#### [Task goal]
Below are the entries. Transcribe exactly the lines from the one with "Extract the road" through the one with "Digitize the connectivity", ends included, and leave out all others.

[Dataset records — start]

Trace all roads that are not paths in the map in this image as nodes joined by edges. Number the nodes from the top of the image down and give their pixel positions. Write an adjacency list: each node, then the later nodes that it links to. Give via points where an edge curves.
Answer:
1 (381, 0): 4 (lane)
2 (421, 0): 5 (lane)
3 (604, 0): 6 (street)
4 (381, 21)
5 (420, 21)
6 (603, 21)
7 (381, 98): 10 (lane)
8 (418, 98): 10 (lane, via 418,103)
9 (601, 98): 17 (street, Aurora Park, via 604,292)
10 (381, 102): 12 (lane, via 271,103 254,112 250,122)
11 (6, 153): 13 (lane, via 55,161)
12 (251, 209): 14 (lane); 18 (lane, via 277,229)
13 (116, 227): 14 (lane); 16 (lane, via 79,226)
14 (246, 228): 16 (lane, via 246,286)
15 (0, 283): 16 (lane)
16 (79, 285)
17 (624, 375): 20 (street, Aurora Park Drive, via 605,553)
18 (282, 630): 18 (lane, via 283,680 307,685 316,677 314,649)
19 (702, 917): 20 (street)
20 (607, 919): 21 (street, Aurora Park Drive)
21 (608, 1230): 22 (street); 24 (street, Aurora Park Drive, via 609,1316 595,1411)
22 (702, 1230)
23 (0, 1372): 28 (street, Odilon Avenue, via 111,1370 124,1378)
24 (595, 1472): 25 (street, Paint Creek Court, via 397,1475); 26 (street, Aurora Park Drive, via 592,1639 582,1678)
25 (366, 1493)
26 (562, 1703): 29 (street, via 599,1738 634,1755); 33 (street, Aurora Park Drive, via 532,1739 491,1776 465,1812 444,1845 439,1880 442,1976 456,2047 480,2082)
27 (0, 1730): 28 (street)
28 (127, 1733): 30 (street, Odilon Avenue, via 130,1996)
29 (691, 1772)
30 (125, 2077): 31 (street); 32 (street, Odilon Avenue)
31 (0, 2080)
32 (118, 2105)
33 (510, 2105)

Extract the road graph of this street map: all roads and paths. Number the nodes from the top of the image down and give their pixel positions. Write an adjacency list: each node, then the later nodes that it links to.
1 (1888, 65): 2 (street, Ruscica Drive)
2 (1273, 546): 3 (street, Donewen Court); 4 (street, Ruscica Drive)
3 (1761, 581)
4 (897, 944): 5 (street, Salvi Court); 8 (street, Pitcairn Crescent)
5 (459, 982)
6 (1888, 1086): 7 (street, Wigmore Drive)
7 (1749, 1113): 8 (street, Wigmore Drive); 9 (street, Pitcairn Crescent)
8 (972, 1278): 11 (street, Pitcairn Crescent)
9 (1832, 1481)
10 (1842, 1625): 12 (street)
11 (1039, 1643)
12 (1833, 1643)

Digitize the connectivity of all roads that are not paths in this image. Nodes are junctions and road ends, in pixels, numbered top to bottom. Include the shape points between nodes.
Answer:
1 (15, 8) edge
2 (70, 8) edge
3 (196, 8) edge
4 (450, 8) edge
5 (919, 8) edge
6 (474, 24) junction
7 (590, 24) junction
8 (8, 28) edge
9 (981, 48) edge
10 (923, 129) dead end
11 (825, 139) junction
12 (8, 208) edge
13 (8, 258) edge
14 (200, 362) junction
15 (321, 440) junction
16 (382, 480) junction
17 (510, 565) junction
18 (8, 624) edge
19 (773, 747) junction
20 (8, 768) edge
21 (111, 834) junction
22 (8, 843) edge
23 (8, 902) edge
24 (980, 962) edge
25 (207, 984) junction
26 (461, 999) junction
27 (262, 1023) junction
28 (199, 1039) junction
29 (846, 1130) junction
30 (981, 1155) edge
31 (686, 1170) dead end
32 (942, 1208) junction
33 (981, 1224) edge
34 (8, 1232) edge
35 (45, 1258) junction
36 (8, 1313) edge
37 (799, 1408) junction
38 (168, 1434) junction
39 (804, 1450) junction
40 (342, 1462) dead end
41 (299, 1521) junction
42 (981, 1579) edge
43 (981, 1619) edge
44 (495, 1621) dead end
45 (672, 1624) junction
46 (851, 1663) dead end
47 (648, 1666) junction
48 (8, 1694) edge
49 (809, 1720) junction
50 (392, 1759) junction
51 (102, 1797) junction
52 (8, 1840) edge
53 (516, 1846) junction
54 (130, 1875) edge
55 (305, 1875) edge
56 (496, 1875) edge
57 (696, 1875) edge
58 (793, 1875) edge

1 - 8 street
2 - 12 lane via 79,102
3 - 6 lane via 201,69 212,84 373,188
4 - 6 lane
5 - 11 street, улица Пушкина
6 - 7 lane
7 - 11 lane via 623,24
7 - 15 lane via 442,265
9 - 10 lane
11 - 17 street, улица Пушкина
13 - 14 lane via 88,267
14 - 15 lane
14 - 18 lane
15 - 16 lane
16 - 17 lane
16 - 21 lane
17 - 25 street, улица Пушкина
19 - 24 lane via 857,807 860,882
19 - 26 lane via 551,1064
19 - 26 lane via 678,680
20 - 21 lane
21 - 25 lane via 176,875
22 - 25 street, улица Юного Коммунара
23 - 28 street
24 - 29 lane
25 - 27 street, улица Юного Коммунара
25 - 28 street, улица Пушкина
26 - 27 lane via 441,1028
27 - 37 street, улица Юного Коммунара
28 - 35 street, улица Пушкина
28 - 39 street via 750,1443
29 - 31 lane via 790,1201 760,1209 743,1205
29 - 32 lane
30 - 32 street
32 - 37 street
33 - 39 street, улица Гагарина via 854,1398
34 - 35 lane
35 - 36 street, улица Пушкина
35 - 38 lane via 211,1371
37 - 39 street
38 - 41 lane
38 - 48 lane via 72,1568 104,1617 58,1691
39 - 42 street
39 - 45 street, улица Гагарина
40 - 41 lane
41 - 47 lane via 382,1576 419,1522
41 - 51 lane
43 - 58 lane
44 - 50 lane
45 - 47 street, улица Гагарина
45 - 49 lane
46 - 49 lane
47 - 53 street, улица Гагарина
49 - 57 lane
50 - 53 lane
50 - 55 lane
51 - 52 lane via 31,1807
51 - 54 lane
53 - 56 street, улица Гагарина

[Dataset records — finish]

#### [Result]
Extract the road graph of this street map: all roads and paths. Number the nodes from the top of the image down and give their pixel positions. Write an adjacency list: each node, then the later nodes that it links to.
1 (1888, 65): 2 (street, Ruscica Drive)
2 (1273, 546): 3 (street, Donewen Court); 4 (street, Ruscica Drive)
3 (1761, 581)
4 (897, 944): 5 (street, Salvi Court); 8 (street, Pitcairn Crescent)
5 (459, 982)
6 (1888, 1086): 7 (street, Wigmore Drive)
7 (1749, 1113): 8 (street, Wigmore Drive); 9 (street, Pitcairn Crescent)
8 (972, 1278): 11 (street, Pitcairn Crescent)
9 (1832, 1481)
10 (1842, 1625): 12 (street)
11 (1039, 1643)
12 (1833, 1643)

Digitize the connectivity of all roads that are not paths in this image. Nodes are junctions and road ends, in pixels, numbered top to bottom. Include the shape points between nodes.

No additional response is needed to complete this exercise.